Ahmadinejad has added to that dangerous brew a streak of what appears to be meglomaniacal paranoia coupled with unfettered nationalism and utter disregard for what the rest of the world thinks. If this streak continues, Ahmadinejad may given North Korea 's Kim Jong Il a run for his money for the world's weirdest and most dangerous despot. The evidence:
Though in the midst of sensitive negotiations with the Europeans on the future of Iraq's nuclear programs, Ahmadinejad this week announced plans to resume research on nuclear fuels starting tomorrow, a key step toward building nuclear potential and a flagrant violation of a 2004 accord with the EU.
On Thursday, a high-ranking Iranian delegation stood up IAEA Chairman and Nobel Prize Winner Mohamed El Baradei, rebuffing the nuclear watchdog's effort to glean more information about Tehran's nuclear plans.
Ahmadinejad has made a series of noxious anti-Semitic public statements, saying that Israel should be wiped from the map and that the Holocaust was myth. Harsh reproach from the US, Europe, the Pope and Kofi Annan has only egged him on.
Back home, Ahmadinejad has rhapsodized about the imminent return of the twelfth imam, a messianic figure who will rise only once sufficient chaos is created in the world.
Bottom line: Ahmadinejad appears to be off the rails and bent on expanding Iran's nuclear capabilities. Meanwhile, the results of December's Iraqi election could heighten his influence there as well.
All of this underscores the gravity of the defeat of reform-minded Iraqis who fought against Ahmadinejad in last year's Iraqi election.
The real question is what to do next. To date, Russia and China have blocked forceful action on Iran's nuclear program within the IAEA and the UN Security Council. Both countries have deep economic ties to Iran and dependency on its oil which they don't want to see disrupted (see the note here on the rise of energy-driven geopolitics).
Despite the hurdles, the Administration is again pushing for a UN referral for Iraq's program, one that would lead to the imposition of sanctions. Rising Russian frustration with Ahmadinejad could potentially override Moscow's opposition to action. But even if China and Russia were to somehow agree to forego Iranian oil, given the continued chaos in Iraq and volatility in oil markets, the prospect of higher global prices due to a cut in supply cannot be attractive for the Administration.
One alternative that may have some potential include a sports boycott that would exclude soccer-crazed Iran from the World Cup, akin to what was done for apartheid South Africa and Milosevic's Serbia.
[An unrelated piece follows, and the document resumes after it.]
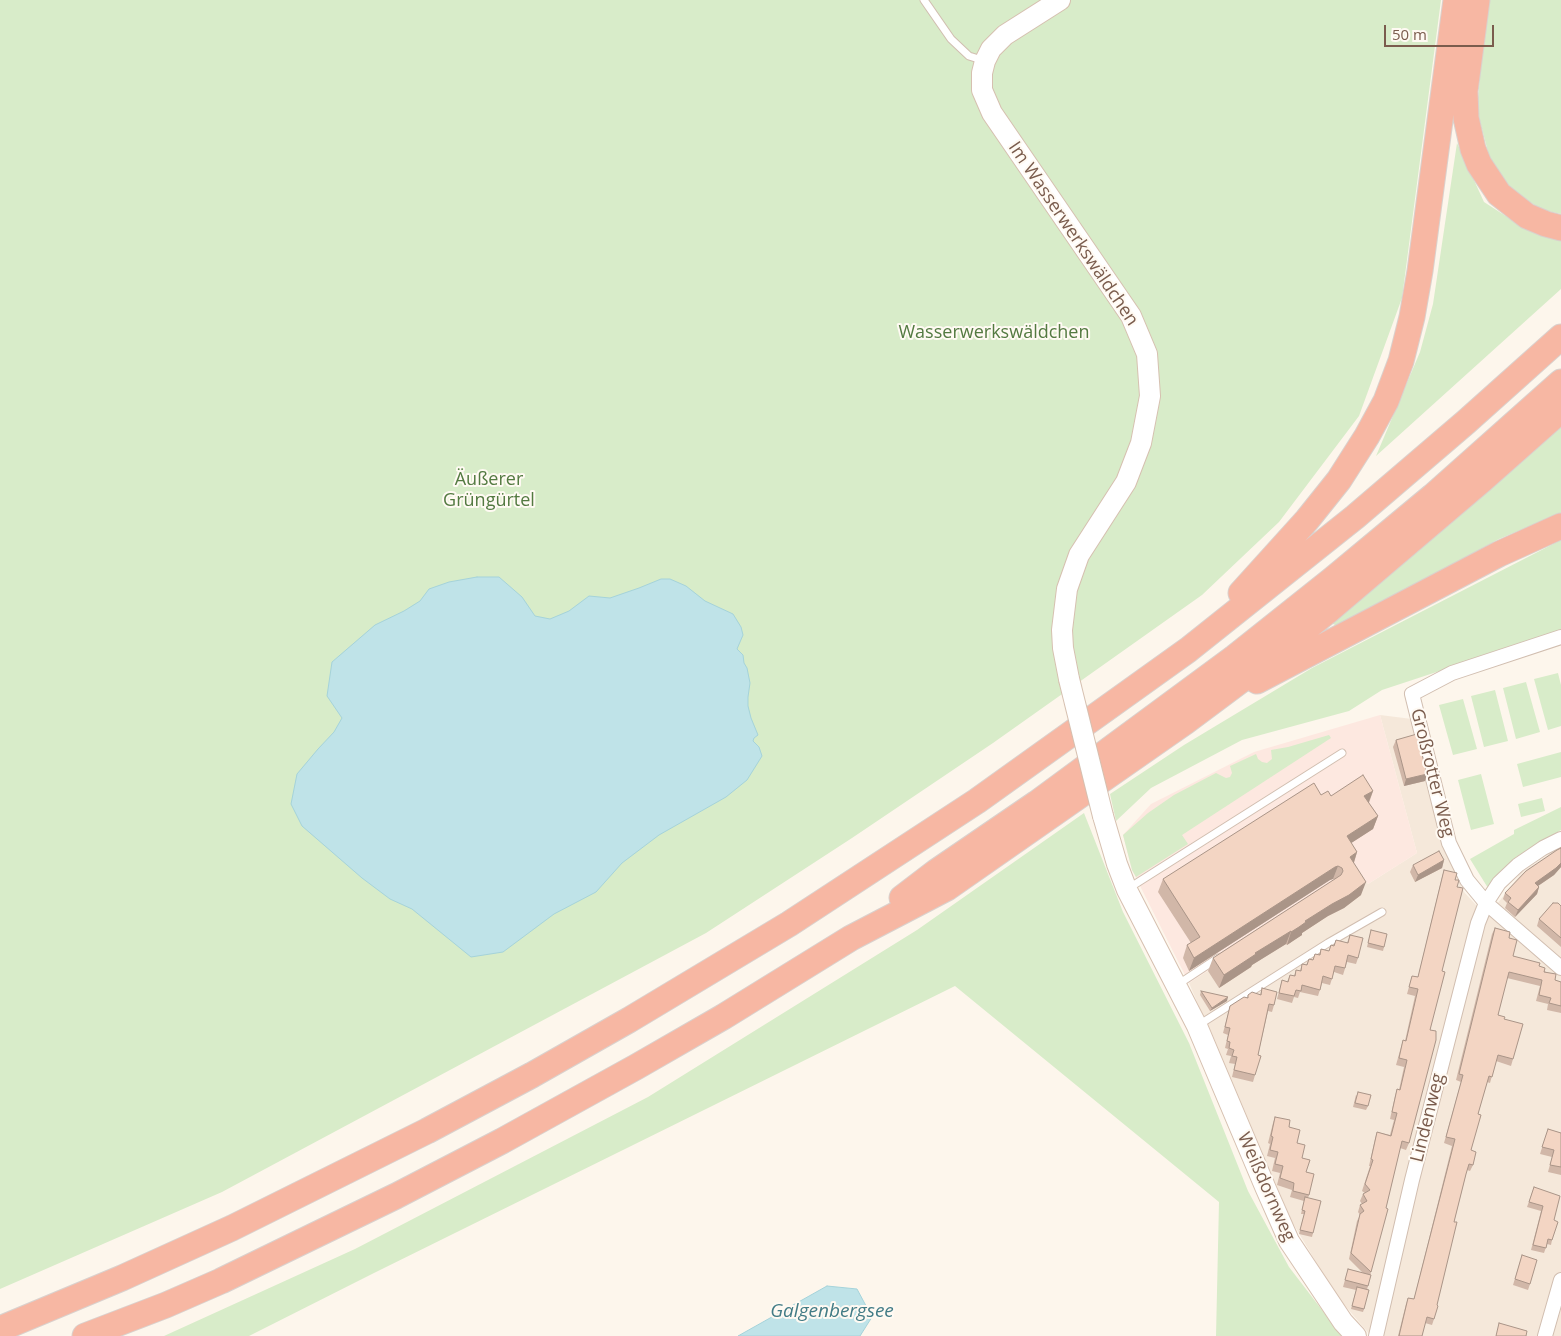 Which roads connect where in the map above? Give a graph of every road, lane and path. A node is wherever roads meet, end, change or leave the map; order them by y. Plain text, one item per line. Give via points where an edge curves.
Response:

If that doesn't work (and its unlikely to work quickly), then what? It's tough to imagine the Administration commencing a bombing campaign against Iran when we remain so deeply mired in Iraq. Allowing Iran's "research" activities to proceed unfettered would undercut what President Bush has claimed as the raison d'etre of his Administration: confronting threats and forces of evil.
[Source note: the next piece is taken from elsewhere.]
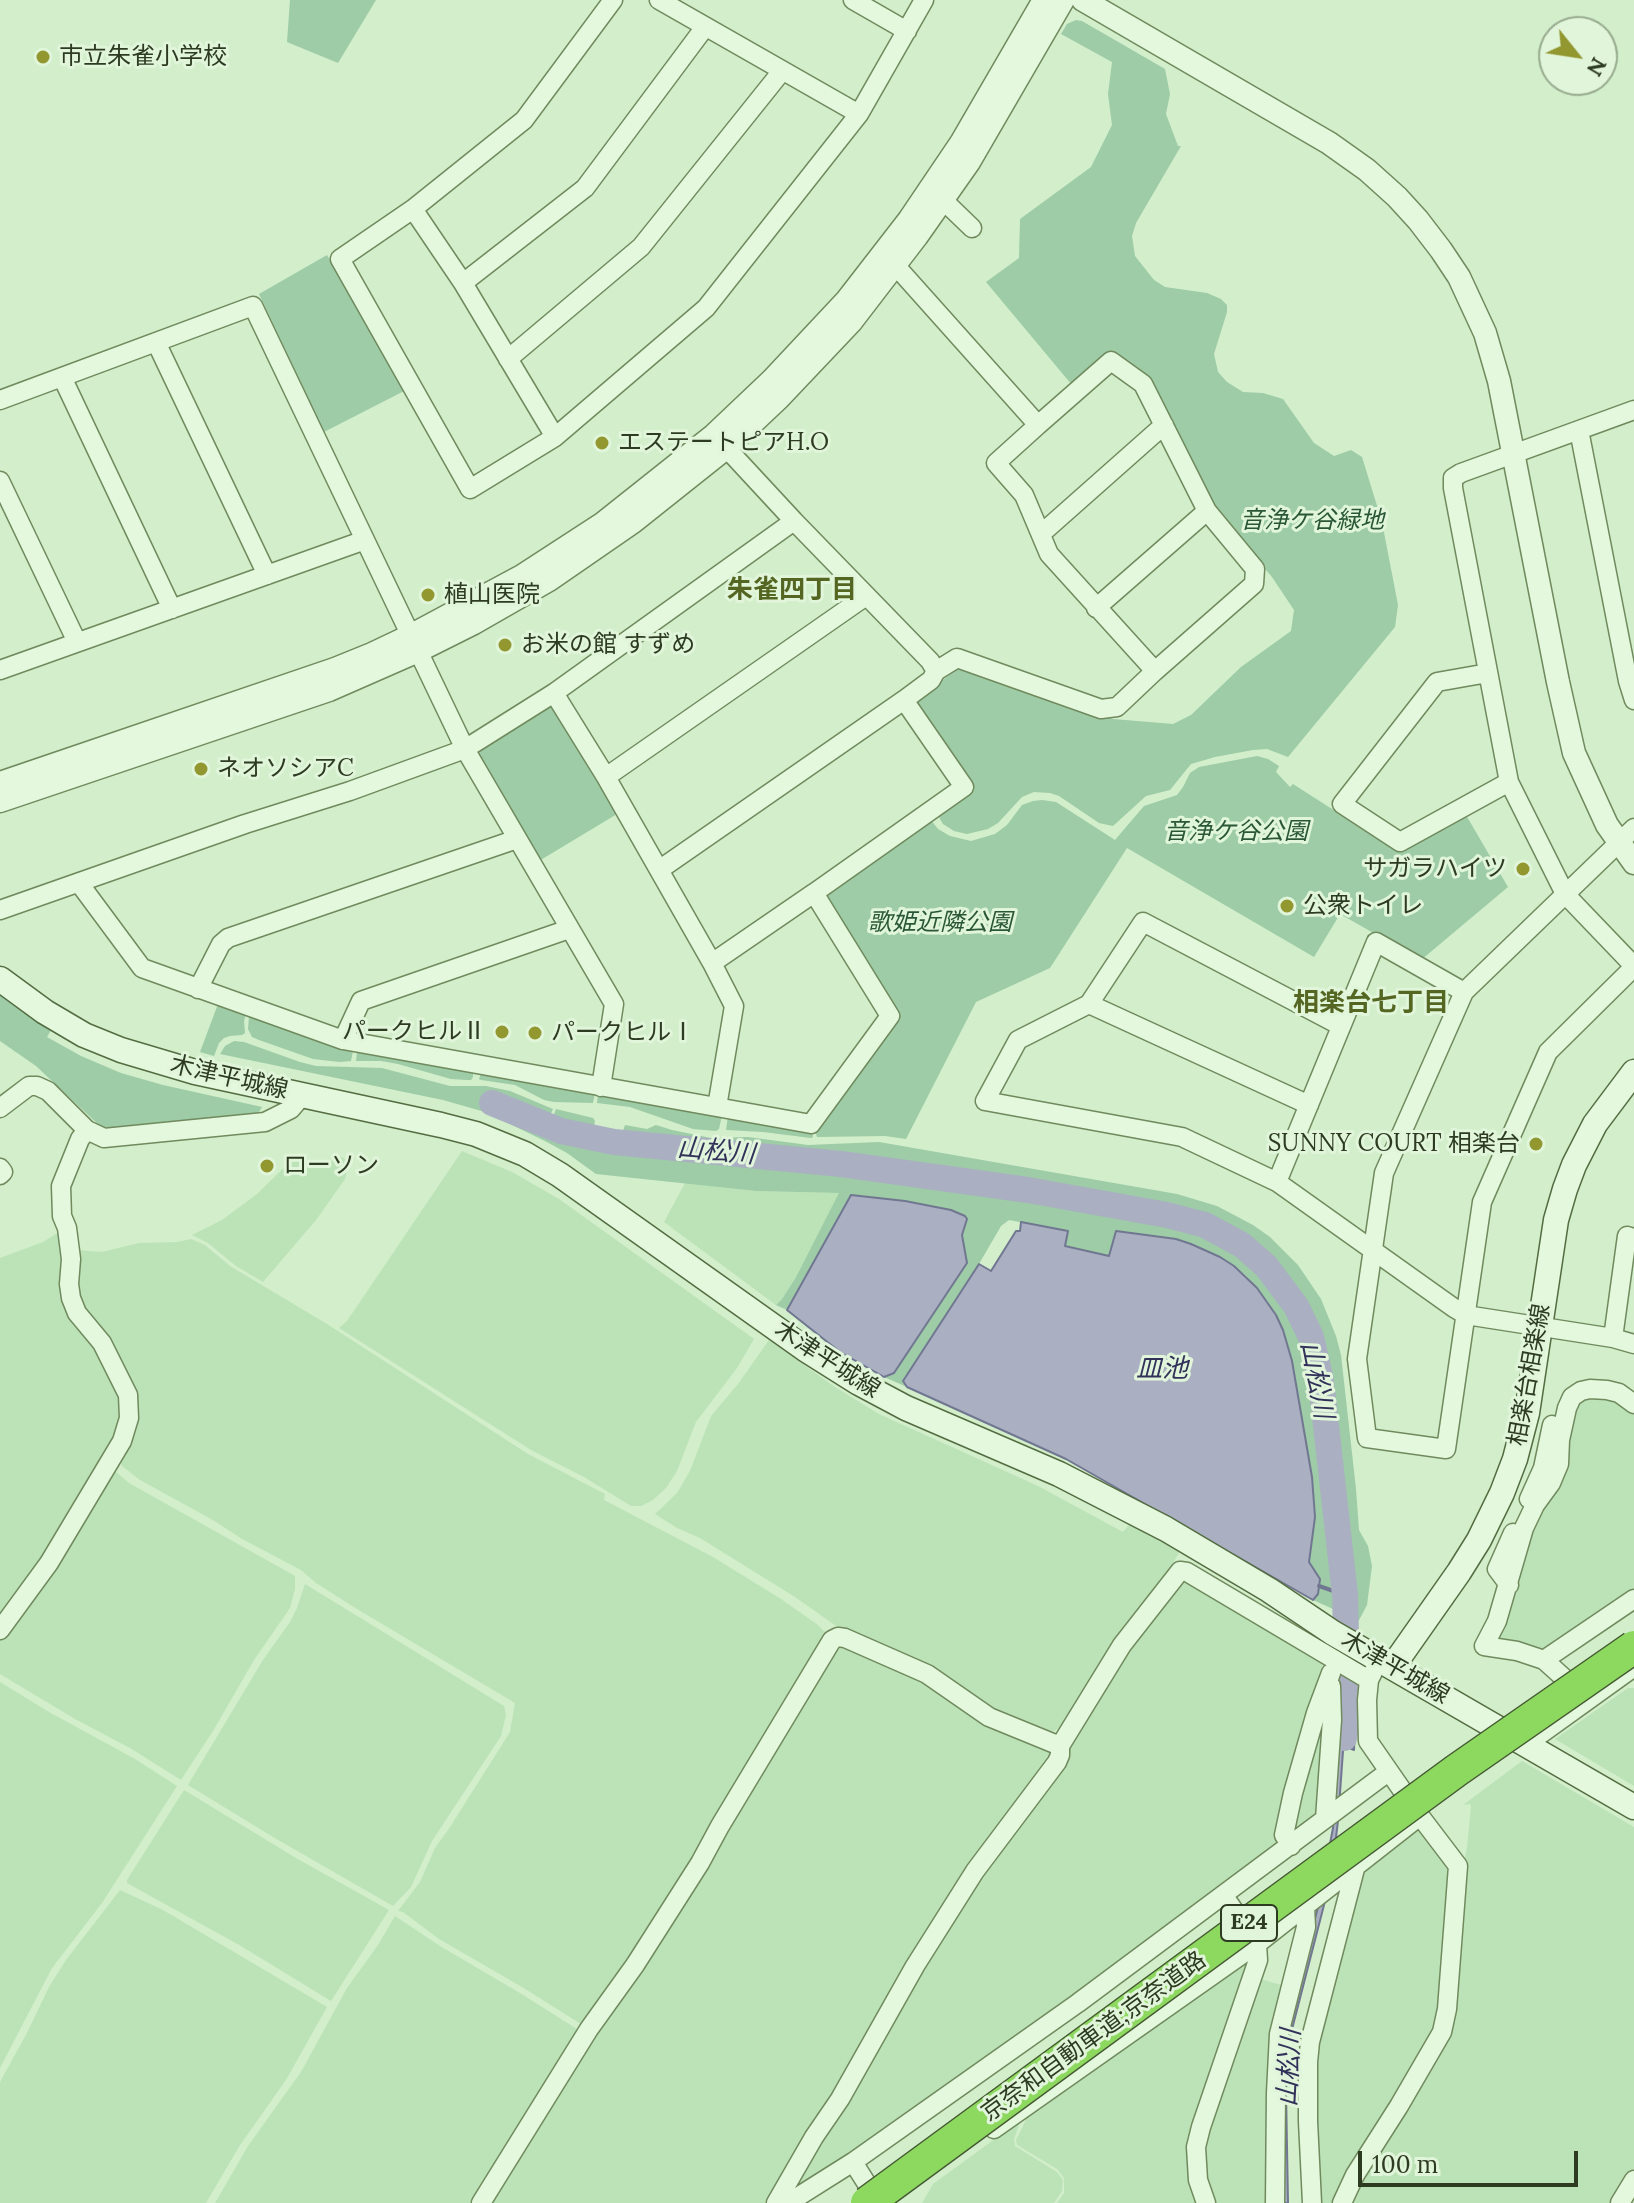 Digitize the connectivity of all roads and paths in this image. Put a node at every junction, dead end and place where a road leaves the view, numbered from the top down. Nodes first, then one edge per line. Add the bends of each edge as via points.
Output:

A scenario in which it's de facto impossible for the US to pursue what the world would likely view as the legitimate use of force in response to WMD in the hands of a rogue Middle Eastern regime precisely because of our prior illegitimate use of force for the same purported goal is not out of the question. Iraq just might wind up tying our hands in the real battle we may face over nukes in Iran.